Это не могло не напугать консерваторов. А их на руководящих постах оставалось очень много. И вот тогда, в конце ноября 1962 года, ими была затеяна самая настоящая провокация. Использована была художественная выставка, открывавшаяся в Манеже. Авторами провокации (помимо тогдашних руководителей Союза художников) были Д.А.Поликарпов, руководивший культурой в Идеологическом отделе ЦК, и, судя по всему, заведовавший этим отделом тогдашний секретарь ЦК КПСС по идеологии Л.Ф.Ильичев.
Суть случившегося известна, о том, что произошло, писали в последнее время художники, ставшие прямыми жертвами провокации. В смысле фактов я ничего добавить к этому не могу.
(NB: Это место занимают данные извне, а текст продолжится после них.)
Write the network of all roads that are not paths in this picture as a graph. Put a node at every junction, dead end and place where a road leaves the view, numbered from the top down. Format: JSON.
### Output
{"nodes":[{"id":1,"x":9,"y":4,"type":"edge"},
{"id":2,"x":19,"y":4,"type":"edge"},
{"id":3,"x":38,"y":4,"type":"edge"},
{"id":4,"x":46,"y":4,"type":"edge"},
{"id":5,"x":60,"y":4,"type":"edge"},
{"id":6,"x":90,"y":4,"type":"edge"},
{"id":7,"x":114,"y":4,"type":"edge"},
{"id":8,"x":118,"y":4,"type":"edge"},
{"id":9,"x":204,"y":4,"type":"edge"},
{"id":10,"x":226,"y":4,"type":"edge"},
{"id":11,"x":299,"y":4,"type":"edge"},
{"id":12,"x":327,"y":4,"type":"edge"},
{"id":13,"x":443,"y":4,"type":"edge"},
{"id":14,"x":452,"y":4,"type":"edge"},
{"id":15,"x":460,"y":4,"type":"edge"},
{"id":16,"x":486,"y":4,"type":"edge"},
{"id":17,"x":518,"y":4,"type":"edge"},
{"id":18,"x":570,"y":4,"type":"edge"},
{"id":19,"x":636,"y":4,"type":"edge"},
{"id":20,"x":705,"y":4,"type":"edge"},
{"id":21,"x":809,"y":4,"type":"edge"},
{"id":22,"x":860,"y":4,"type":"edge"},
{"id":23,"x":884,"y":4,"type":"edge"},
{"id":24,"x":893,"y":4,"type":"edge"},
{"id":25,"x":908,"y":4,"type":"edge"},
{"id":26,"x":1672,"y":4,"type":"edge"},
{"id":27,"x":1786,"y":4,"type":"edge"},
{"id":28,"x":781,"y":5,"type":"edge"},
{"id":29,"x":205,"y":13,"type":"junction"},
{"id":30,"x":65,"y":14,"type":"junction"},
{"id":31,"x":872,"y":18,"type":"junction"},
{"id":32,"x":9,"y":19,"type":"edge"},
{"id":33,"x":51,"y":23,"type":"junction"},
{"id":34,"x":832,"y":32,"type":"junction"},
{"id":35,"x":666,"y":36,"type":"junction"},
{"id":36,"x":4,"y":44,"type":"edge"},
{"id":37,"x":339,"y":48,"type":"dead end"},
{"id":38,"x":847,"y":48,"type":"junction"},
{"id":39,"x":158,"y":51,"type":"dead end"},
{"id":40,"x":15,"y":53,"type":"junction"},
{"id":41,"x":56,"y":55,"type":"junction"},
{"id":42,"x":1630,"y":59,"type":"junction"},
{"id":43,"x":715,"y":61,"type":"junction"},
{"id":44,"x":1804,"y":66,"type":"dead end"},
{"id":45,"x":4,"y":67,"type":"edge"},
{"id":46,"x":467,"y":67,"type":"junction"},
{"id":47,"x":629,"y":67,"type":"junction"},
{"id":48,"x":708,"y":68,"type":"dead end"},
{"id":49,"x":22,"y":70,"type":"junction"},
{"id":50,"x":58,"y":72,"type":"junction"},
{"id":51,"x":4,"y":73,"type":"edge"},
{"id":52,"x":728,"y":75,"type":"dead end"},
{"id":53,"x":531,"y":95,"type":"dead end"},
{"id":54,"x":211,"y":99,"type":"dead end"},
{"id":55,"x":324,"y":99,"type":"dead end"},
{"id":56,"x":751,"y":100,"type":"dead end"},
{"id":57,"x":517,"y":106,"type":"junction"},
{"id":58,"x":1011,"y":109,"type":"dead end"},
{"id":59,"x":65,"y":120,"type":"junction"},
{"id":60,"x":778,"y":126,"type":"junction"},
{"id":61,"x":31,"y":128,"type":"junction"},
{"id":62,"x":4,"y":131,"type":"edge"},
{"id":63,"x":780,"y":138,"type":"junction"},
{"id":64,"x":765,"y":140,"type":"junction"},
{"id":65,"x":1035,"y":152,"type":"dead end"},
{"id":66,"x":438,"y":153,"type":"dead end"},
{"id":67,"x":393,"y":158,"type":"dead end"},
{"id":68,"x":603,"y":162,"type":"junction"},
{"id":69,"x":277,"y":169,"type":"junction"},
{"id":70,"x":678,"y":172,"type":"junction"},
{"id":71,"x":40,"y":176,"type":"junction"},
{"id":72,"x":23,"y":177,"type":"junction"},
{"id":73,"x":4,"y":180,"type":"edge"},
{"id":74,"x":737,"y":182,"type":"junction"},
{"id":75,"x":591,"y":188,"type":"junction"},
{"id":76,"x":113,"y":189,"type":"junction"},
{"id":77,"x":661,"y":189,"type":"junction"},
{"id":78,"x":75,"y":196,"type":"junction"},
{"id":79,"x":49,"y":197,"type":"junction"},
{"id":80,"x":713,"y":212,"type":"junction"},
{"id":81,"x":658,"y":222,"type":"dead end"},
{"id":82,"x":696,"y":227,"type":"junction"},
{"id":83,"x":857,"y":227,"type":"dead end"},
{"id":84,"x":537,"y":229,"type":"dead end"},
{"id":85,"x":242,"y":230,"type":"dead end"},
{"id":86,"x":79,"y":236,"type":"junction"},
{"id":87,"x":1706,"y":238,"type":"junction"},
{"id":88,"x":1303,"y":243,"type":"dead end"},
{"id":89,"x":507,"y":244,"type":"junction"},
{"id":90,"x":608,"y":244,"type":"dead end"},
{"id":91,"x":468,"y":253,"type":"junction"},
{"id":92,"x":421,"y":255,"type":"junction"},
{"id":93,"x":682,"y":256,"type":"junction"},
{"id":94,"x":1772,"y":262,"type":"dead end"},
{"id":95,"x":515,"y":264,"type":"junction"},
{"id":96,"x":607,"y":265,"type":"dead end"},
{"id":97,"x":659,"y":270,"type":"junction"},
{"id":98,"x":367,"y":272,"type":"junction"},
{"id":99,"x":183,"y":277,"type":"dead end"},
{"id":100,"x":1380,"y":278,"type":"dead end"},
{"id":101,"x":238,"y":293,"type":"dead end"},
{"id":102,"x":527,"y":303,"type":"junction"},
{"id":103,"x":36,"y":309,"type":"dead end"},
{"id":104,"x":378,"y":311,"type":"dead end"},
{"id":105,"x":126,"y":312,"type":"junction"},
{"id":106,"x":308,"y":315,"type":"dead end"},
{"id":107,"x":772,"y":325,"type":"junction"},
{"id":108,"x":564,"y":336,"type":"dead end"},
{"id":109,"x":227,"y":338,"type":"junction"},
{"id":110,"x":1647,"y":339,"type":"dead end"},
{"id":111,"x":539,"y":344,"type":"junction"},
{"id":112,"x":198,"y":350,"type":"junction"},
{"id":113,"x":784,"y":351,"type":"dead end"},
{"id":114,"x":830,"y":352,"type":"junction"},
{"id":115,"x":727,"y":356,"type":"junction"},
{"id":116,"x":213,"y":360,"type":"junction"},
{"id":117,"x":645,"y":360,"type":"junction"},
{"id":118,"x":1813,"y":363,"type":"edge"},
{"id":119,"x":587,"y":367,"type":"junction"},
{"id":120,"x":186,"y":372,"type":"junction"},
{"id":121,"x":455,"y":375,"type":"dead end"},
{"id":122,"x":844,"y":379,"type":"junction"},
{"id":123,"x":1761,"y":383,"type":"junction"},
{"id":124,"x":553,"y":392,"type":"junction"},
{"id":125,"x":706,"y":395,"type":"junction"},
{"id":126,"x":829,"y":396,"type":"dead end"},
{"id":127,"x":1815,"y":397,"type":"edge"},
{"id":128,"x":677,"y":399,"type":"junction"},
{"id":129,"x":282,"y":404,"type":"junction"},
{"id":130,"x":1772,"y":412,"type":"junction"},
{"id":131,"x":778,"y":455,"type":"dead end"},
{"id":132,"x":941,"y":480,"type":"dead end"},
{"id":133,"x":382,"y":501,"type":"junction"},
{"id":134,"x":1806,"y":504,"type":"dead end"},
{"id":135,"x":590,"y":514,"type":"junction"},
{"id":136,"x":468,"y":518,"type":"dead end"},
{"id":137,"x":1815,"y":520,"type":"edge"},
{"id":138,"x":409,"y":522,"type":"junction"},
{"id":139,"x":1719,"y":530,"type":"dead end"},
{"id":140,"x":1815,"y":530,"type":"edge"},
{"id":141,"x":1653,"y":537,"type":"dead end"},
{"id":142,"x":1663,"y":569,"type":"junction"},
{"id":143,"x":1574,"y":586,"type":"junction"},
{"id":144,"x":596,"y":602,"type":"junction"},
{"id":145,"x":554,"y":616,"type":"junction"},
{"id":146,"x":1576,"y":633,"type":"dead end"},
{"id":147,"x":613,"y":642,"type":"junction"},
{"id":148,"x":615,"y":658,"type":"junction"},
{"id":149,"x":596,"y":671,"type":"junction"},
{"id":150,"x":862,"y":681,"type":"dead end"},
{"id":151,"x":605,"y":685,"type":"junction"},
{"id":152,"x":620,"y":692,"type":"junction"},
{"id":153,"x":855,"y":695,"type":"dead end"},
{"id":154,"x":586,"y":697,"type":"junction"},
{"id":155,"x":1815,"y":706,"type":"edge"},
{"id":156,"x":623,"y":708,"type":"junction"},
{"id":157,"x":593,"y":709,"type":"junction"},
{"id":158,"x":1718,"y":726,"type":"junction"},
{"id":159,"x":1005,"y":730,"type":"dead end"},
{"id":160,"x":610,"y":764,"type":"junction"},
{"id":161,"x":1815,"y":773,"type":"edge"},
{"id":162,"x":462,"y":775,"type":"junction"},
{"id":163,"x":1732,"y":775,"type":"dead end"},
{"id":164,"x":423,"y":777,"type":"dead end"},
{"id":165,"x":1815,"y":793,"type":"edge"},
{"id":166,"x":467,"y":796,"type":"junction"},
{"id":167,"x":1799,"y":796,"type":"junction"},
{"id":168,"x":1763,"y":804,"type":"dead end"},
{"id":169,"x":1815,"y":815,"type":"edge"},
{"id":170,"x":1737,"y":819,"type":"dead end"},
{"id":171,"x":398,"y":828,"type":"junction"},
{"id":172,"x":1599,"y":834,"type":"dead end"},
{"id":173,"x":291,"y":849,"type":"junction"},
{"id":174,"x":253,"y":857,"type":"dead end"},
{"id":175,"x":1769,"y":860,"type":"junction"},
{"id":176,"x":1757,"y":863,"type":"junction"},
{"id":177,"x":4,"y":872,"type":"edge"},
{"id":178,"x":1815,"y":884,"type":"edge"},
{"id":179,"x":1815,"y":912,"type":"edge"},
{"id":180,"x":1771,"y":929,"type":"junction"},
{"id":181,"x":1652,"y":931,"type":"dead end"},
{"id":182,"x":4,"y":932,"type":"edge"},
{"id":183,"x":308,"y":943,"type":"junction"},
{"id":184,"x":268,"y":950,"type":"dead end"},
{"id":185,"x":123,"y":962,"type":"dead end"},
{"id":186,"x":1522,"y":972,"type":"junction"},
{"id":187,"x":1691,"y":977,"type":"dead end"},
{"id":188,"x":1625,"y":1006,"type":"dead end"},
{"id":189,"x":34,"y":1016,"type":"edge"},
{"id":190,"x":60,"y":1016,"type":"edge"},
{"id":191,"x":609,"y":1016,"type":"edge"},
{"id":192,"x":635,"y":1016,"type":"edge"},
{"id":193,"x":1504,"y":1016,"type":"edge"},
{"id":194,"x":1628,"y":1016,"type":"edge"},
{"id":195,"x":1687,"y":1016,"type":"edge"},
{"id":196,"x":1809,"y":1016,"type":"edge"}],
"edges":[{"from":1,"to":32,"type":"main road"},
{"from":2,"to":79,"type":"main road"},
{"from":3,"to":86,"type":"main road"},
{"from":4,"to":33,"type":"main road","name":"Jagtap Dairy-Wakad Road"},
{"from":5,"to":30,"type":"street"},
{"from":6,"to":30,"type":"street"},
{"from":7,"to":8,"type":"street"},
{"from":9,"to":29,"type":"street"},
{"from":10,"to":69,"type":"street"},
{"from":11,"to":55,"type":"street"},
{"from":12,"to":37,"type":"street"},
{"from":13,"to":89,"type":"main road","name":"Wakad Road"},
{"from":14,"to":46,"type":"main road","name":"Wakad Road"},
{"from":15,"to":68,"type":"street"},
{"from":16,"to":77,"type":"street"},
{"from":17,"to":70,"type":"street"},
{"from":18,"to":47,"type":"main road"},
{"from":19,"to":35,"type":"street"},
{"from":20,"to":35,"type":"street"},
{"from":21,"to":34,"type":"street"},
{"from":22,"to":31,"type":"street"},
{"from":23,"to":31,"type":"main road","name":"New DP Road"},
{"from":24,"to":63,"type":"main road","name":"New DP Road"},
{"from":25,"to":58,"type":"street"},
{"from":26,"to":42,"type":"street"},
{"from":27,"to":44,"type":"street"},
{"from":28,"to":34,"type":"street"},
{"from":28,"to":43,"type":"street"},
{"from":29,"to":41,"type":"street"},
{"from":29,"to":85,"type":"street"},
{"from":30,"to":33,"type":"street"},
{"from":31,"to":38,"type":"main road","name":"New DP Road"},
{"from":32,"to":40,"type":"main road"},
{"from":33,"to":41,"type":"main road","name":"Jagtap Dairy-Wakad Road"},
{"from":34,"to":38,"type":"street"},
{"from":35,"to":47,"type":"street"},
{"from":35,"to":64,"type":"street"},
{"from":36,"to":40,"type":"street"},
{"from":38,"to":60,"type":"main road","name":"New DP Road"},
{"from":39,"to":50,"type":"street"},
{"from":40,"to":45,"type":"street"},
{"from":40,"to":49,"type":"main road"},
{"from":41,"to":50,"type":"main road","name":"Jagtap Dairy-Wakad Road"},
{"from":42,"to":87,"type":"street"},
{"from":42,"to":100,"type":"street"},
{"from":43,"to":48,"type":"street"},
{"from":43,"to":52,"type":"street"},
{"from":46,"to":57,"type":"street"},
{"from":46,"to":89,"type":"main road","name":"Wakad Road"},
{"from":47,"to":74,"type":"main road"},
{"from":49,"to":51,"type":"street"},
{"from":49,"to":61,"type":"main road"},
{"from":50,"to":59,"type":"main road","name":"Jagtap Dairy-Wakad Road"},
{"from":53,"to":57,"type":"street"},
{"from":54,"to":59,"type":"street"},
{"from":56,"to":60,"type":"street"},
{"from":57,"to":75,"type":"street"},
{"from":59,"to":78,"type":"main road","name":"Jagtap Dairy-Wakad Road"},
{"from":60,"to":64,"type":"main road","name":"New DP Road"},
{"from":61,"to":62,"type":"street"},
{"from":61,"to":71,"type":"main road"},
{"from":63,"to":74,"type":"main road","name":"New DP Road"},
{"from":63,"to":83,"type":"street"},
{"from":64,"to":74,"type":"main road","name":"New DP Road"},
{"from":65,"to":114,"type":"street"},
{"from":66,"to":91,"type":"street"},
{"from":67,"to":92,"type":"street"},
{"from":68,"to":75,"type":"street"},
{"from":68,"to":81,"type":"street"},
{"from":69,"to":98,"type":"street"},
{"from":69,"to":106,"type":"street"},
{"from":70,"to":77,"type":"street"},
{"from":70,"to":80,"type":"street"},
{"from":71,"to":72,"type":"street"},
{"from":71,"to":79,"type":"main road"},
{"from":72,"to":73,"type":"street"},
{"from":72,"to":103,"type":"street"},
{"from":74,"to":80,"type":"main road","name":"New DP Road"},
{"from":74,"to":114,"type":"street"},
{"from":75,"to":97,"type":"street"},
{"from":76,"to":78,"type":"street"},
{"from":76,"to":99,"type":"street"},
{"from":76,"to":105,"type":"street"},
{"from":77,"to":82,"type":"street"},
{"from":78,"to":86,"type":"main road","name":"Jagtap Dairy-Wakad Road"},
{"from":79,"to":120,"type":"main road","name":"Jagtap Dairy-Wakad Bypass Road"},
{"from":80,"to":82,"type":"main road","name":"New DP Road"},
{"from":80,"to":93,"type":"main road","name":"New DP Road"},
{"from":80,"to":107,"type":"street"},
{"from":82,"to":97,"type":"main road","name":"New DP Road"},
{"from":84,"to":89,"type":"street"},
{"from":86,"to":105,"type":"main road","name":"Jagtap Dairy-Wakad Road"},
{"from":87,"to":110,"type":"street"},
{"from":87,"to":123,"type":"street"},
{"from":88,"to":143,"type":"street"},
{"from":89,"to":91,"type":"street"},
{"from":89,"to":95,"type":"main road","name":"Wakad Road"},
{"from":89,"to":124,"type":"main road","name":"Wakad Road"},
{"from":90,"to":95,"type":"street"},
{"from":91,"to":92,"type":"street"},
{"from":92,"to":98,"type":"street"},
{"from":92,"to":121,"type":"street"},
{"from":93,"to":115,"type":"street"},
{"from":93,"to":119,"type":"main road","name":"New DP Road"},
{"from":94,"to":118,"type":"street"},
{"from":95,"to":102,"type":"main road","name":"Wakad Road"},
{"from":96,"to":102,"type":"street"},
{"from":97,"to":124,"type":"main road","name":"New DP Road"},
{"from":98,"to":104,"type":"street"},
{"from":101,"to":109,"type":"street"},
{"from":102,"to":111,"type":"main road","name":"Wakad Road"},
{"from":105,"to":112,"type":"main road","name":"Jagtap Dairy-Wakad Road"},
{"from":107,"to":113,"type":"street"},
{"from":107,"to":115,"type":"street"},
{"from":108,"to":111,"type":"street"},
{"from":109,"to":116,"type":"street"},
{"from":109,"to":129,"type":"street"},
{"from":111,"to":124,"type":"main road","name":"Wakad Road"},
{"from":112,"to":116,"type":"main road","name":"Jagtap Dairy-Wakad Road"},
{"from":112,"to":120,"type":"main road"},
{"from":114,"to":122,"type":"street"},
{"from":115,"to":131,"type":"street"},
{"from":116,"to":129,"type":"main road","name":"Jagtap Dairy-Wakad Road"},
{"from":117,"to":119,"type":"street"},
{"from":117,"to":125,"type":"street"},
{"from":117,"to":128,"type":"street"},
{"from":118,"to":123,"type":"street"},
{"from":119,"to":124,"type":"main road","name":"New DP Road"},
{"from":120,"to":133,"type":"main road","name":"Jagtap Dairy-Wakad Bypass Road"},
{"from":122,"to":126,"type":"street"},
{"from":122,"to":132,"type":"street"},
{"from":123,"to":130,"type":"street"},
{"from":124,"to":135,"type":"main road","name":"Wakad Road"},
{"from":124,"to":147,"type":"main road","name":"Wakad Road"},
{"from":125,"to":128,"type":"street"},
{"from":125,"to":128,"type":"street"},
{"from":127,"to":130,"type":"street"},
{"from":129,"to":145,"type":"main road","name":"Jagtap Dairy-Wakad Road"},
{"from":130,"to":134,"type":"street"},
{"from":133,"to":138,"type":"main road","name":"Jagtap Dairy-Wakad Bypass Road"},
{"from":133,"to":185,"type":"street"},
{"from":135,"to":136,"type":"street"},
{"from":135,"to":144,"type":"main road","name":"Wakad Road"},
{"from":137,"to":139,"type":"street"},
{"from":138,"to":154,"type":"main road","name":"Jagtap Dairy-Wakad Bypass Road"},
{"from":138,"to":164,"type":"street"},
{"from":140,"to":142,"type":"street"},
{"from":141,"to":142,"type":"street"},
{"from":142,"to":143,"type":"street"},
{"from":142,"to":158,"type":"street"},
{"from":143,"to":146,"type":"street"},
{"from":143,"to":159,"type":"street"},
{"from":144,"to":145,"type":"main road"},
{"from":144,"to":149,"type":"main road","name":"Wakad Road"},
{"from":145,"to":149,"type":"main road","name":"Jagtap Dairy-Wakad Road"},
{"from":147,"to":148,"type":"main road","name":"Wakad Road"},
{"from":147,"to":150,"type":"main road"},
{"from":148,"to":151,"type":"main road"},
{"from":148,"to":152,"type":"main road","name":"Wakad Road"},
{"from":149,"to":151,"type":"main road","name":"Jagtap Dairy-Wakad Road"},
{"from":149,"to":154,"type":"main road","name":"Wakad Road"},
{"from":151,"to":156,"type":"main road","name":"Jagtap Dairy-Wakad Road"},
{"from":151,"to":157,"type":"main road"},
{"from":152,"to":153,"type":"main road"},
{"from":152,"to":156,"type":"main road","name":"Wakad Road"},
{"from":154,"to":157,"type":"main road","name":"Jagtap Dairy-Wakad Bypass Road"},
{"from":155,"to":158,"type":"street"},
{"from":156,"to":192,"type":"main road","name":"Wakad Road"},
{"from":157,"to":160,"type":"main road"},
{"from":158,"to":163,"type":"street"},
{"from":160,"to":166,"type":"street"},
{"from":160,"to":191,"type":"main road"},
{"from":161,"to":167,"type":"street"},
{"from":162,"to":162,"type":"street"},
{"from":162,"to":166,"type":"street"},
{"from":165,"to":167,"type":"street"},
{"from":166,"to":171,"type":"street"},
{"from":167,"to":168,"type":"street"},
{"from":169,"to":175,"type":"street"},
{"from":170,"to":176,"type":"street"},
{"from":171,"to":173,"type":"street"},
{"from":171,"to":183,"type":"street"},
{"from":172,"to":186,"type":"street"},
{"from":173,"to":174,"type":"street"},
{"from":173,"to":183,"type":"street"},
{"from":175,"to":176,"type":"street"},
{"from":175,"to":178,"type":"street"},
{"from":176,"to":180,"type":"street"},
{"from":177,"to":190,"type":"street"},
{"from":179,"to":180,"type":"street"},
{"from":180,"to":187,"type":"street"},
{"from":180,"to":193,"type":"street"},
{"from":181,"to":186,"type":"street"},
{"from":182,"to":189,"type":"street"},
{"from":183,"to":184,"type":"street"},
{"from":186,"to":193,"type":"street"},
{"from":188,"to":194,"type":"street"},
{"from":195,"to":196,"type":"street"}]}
Напомню лишь, что буквально накануне открытия выставки, в основном вполне ортодоксальной, отвечавшей официальным вкусам и установкам, у группы художников, имевших репутацию «левых», «авангардистов» и даже, не к ночи будь сказано, «абстракционистов», хитростью, посулами, уговорами выпросили их произведения. Из них срочно была собрана единая экспозиция на втором этаже Манежа. Те, кто затевал провокацию, знали вкусы, темперамент и грубость Хрущева. Надеялись на взрыв.
И не ошиблись. Взрыв, в точном соответствии с расчетом, произошел. Он оказался оглушающе громким, даже непонятно громким. Ну разве это был серьезный повод для «всесоюзного гнева» по уши погрязшего в делах реальных — а не придуманных проблемах — лидера великой державы? Но, как бы то ни было, история эта обозначила новый водораздел в развитии идеологической и политической обстановки в стране. Начался очень заметный поворот вправо. Должен, правда, сказать, что у меня и сегодня вызывает сомнение, были ли «левые», «авангардистские» картины и скульптуры подлинной причиной того, что Хрущев так сильно (и так надолго — на много месяцев) вышел из себя. Мне кажется, что Никита Сергеевич, хотя и был разозлен выставкой, свое возмущение, свои бурные эмоции во многом симулировал. Ибо он, вполне возможно, уже был сам обеспокоен тем, что после XXII съезда слишком «забрал влево», и искал повода, чтобы круто повернуть вправо, — это вообще было, по-моему, его излюбленной манерой: вести политику, как парусник против ветра, круто меняя галс то влево, то вправо.